Governo chegou a comemorar em 2007 o fim dos projetos genéricos de parlamentares

Essas emendas estão na origem do escândalo dos sanguessugas; deputados e senadores podem dividir a verba destinada ao Estado

ADRIANO CEOLIN
LEONARDO SOUZA
DA SUCURSAL DE BRASÍLIA

Encaminhado na terça-feira para sanção presidencial, o Orçamento deste ano não pôs fim a uma prática que abre espaço para corrupção e que o governo comemorou ter eliminado em 2007: emendas feitas por bancada de parlamentares, de forma genérica, com características típicas de "rachadinhas".
Segundo levantamento feito pela Folha com auxílio de consultores do Congresso, há pelo menos 43 emendas dessa natureza, com valor de aproximadamente R$ 900 milhões.
Por não especificarem que cidades ou projetos seriam atendidos, as emendas de bancada genéricas permitem que deputados e senadores de um mesmo Estado dividam os recursos de modo a ampliar o atendimento às suas bases eleitorais, sobretudo em ano de eleições municipais.
"São rachadinhas "PO", puras de origem", disse o senador Sérgio Guerra (PE), presidente do PSDB, ao analisar algumas das emendas levantadas pela reportagem.
O escândalo dos sanguessugas (venda de ambulâncias por meio de licitações fraudadas) teve sua origem em emendas de bancada genéricas. Na liberação dos recursos, os congressistas definiam informalmente para quais cidades o dinheiro deveria ser destinado (é quando se dá o "racha"). Em muitos dos casos, os prefeitos já faziam parte do esquema e direcionavam as concorrências em benefício da Planam (principal empresa da quadrilha).
As emendas de bancada genéricas facilitam a corrupção porque, ao contrário das emendas individuais, não deixam expostas as digitais dos parlamentares que as apadrinharam.
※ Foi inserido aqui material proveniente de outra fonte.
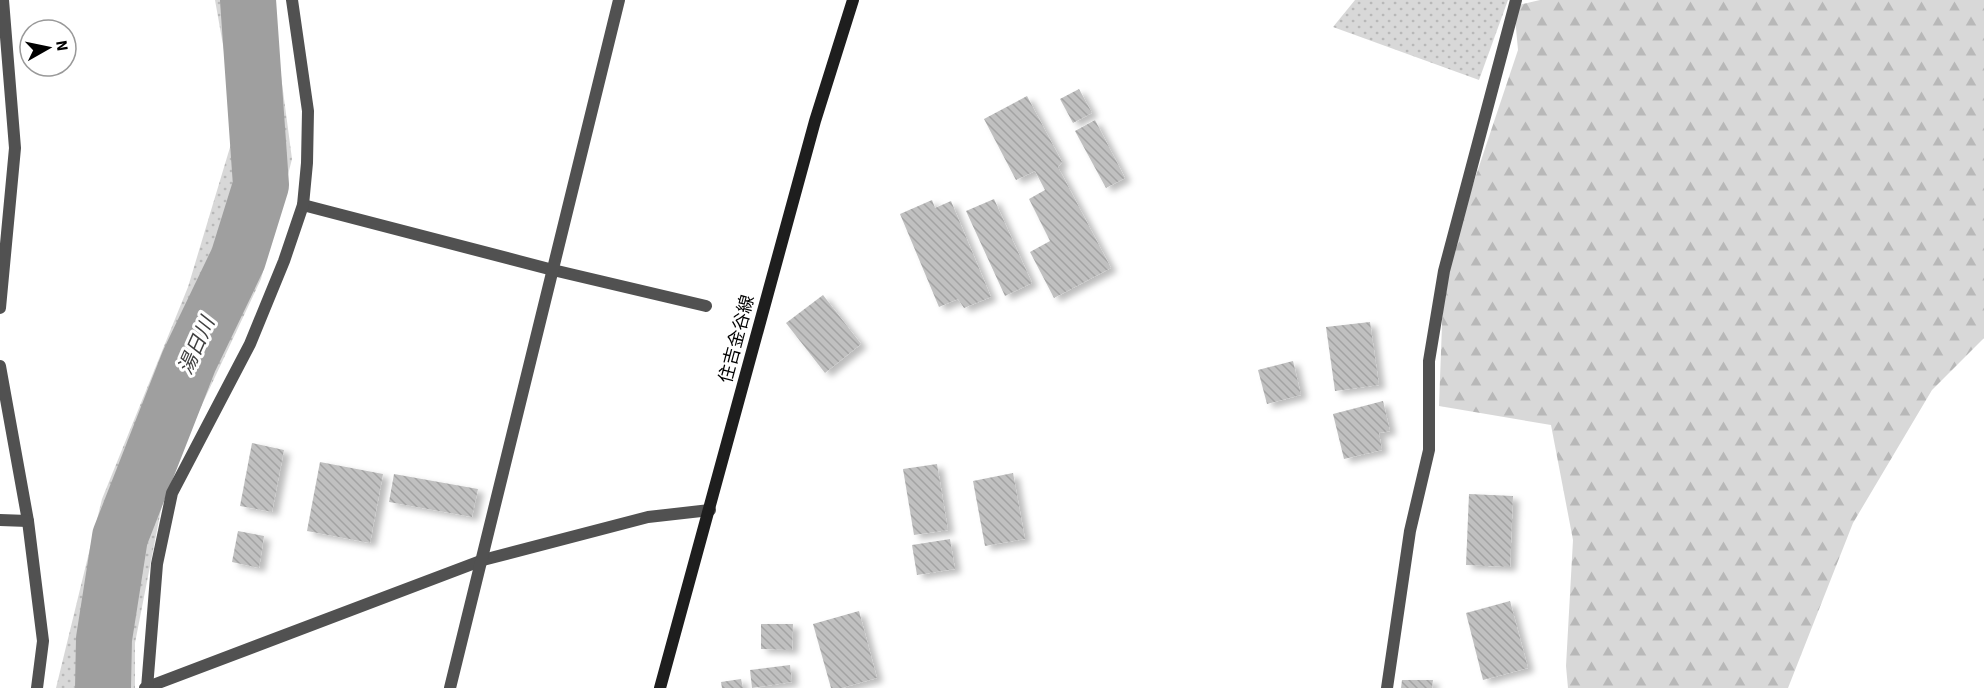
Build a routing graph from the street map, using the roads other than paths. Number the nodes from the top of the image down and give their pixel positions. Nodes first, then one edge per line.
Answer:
1 (3, 0) edge
2 (292, 0) edge
3 (619, 0) edge
4 (853, 0) edge
5 (1516, 0) edge
6 (303, 205) junction
7 (553, 270) junction
8 (706, 306) dead end
9 (0, 308) edge
10 (0, 366) edge
11 (710, 510) junction
12 (0, 520) edge
13 (28, 521) junction
14 (483, 560) junction
15 (38, 688) edge
16 (146, 688) edge
17 (450, 688) edge
18 (660, 688) edge
19 (1387, 688) edge

1 - 9 street
2 - 6 street
3 - 7 street
4 - 11 main road, 住吉金谷線
5 - 19 street
6 - 7 street
6 - 16 street
7 - 8 street
7 - 14 street
10 - 13 street
11 - 14 street
11 - 18 main road, 住吉金谷線
12 - 13 street
13 - 15 street
14 - 16 street
14 - 17 street

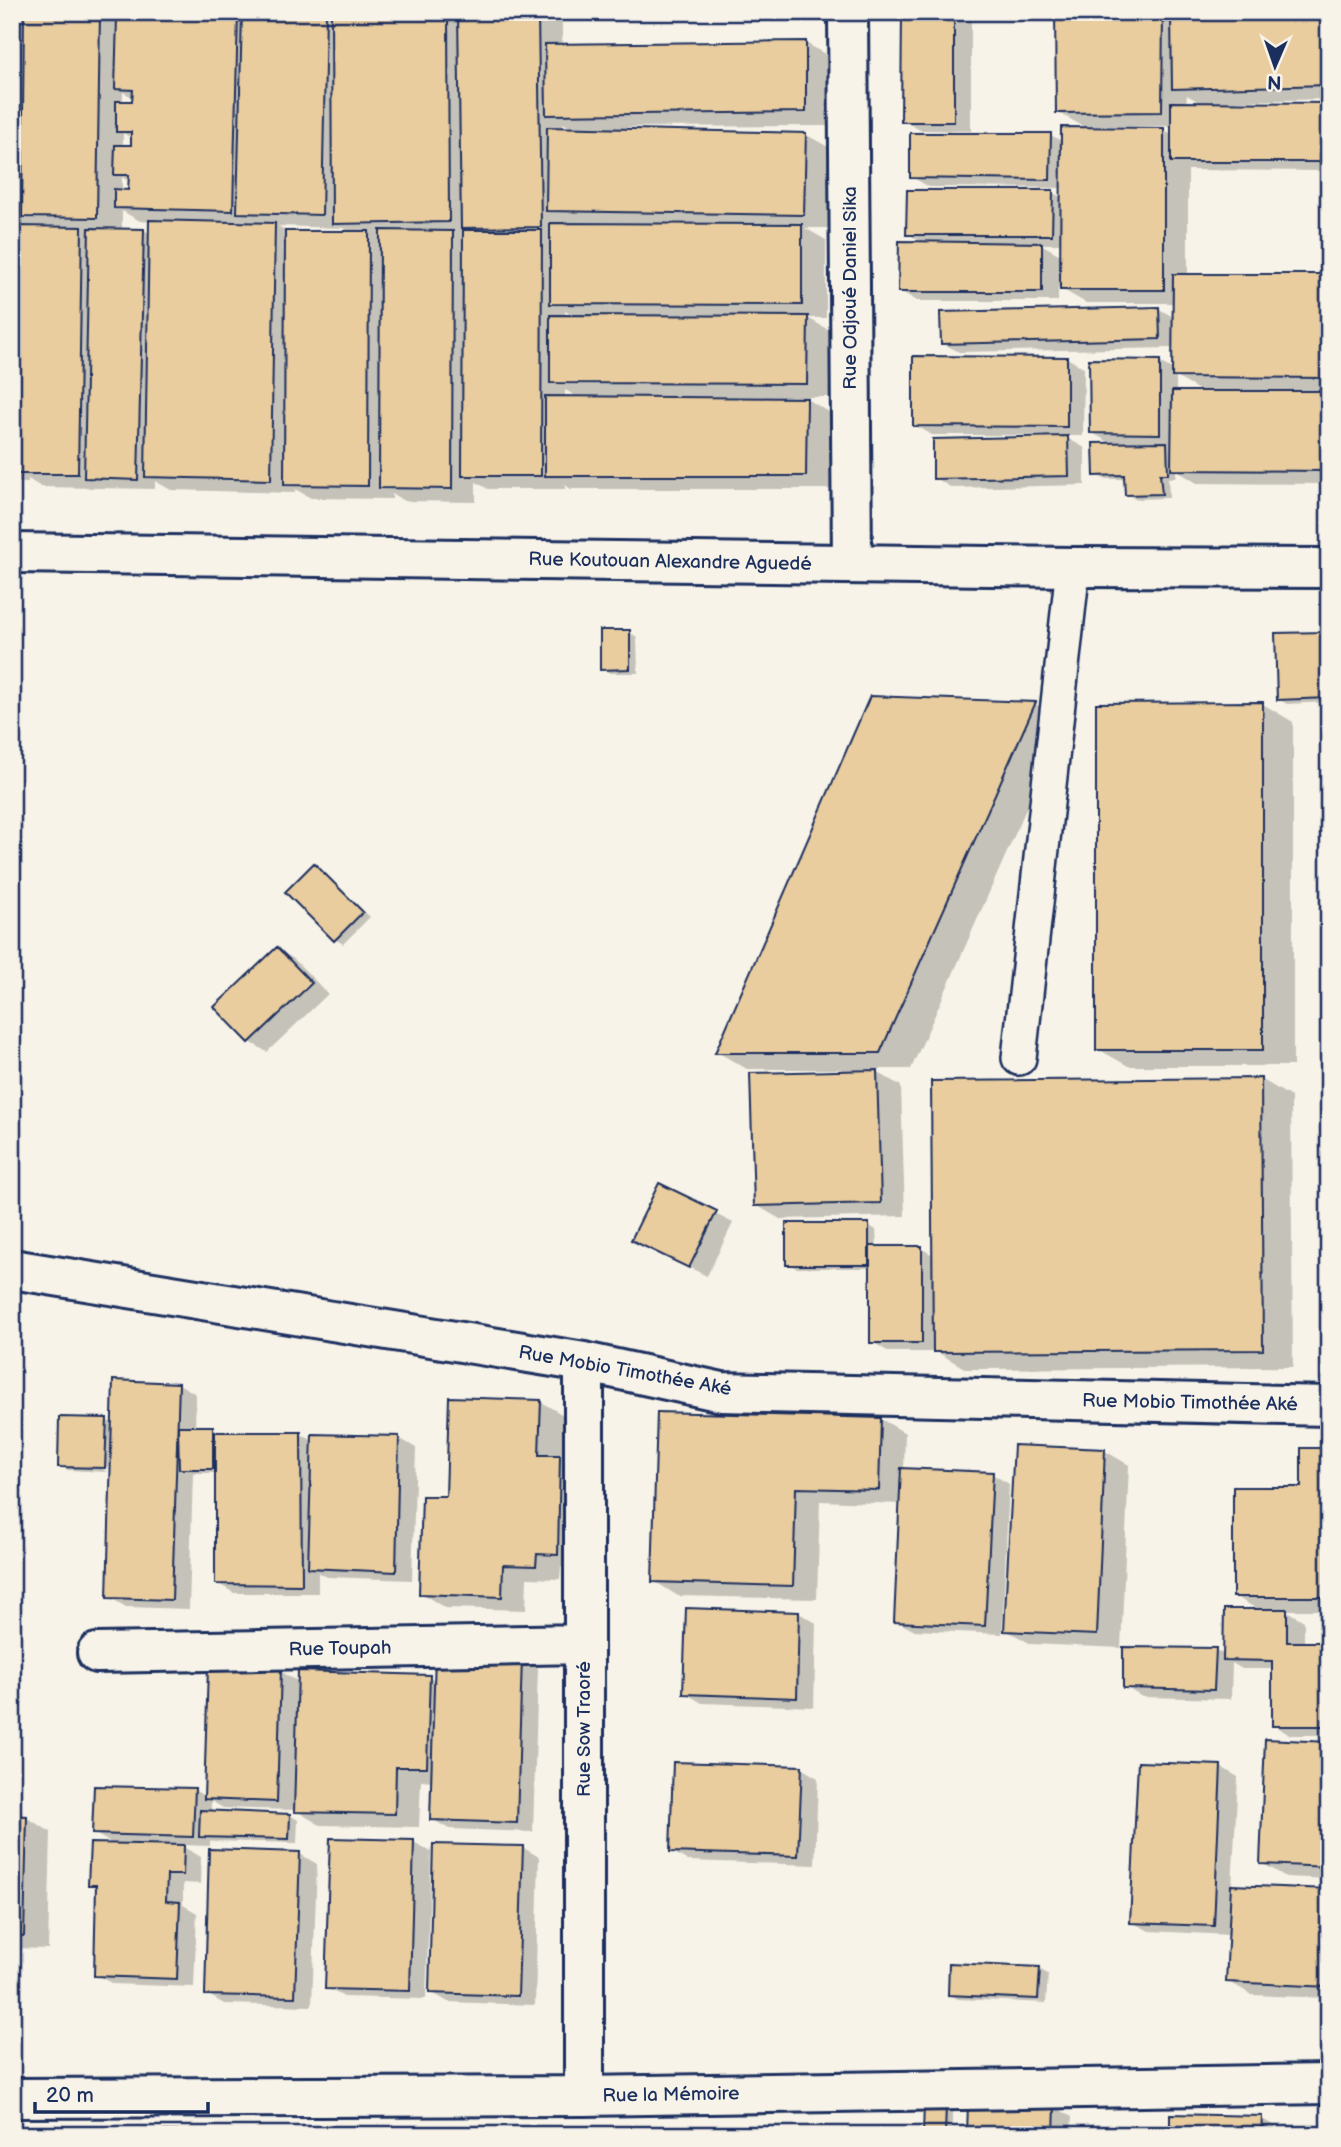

Numa tentativa de acabar com as "rachadinhas" e evitar casos como o dos sanguessugas, o governo patrocinou a aprovação no Congresso da Resolução n.º 1/2006, que veda a designação genérica de emendas. A resolução só entrou em vigor na elaboração do Orçamento deste ano.
Para o deputado Ricardo Barros (PP-PR), vice-líder do governo e um dos autores da resolução, as emendas levantadas pela Folha têm características de "rachadinhas". "São genéricas e não deveriam ser acatadas. Essas emendas não são ações estruturantes como determina a resolução", disse.
A resolução deixou uma brecha para a inclusão de "rachadinhas" no Orçamento de forma regular. Determinou que a definição de projetos estruturantes seria estabelecida no parecer preliminar do relator do Orçamento. No parecer do relator, deputado José Pimentel (PT-CE), projetos estruturantes são aqueles que, "além de propiciar benefícios sociais e econômicos duradouros, criam condições para gerar projetos complementares". Segundo os consultores do Orçamento ouvidos pela Folha, nessa definição cabe qualquer projeto, ainda que não defina municípios ou região metropolitana, o que permite a divisão da emenda. Isto é, as "rachadinhas".
Nesses moldes, as bancadas de Goiás (R$ 10 milhões), Minas (R$ 18 milhões), Pernambuco (R$ 15 milhões), Rondônia (R$ 12,671 milhões), Amazonas (R$ 12,267 milhões), Mato Grosso (R$ 12,078 milhões), Pará (R$ 39 milhões), Piauí (R$ 12,669 milhões) e São Paulo (R$ 13,783 milhões) conseguiram emendas para "aquisição de patrulha mecanizada".
"São rachadinhas, sim. Não há como negar", disse o senador Heráclito Fortes (DEM-PI). "Eu pergunto: que patrulha é essa? E para quem é? Tem de estar claro", afirmou.
Ainda assim, muitas das emendas de bancada aprovadas no Orçamento não encontram respaldo nem mesmo no parecer preliminar. Ou seja, contrariam a resolução. Das 43 emendas genéricas levantadas pela reportagem, 14 (R$ 230,7 milhões) ferem a legislação.
A bancada da Bahia emplacou, por exemplo, uma emenda de R$ 10 milhões para "projetos de desenvolvimento sustentável", sem discriminar município, região metropolitana ou projeto específico.
Em defesa do Orçamento aprovado, o deputado José Pimentel disse que as emendas coletivas "foram devidamente analisadas e aprovadas pelo Comitê de Admissibilidade, cujo relatório foi apreciado e aprovado por unanimidade pela CMO [Comissão Mista do Orçamento]".
Coordenador da bancada de São Paulo na comissão do Orçamento, o deputado Devanir Ribeiro (PT-SP) negou que as emendas de bancada genéricas para o Estado sejam "rachadinhas". Contudo, deu a seguinte declaração: "São uma pulverização [dos recursos] que nós fizemos e entregamos para os ministérios e os governos estaduais executarem".